··· Task input
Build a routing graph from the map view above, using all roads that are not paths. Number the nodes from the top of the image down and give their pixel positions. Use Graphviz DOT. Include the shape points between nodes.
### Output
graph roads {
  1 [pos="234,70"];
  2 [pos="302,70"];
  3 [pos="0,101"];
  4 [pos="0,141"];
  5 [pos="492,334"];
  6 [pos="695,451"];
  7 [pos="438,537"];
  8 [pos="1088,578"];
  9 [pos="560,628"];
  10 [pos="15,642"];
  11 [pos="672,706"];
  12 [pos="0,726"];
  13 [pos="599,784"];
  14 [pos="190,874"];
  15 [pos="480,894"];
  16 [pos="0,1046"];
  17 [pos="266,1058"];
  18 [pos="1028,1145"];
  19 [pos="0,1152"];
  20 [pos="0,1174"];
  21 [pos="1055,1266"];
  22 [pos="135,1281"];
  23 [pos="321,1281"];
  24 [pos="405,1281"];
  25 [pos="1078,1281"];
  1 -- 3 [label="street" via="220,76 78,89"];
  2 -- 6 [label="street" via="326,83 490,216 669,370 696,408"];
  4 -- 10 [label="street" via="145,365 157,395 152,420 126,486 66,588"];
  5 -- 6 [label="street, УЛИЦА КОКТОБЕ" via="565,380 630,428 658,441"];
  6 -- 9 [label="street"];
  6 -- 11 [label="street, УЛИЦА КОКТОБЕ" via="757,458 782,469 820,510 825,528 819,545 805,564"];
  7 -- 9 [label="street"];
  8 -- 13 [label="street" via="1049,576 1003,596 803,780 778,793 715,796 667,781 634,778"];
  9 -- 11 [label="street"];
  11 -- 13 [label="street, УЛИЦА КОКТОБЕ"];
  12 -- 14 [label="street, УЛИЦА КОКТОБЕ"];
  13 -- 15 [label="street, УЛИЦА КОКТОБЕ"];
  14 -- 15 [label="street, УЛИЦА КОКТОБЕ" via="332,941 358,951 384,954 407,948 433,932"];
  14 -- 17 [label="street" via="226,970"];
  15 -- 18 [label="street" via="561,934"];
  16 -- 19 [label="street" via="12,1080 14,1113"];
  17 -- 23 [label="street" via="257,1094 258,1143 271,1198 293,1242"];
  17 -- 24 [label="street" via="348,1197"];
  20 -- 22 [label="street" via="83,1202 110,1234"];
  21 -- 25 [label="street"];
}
······
Every line in the records that holds the word "graph" should be copied into the answer.

Build a routing graph from the map view above, using all roads that are not paths. Number the nodes from the top of the image down and give their pixel positions. Use Graphviz DOT. Include the shape points between nodes.
graph roads {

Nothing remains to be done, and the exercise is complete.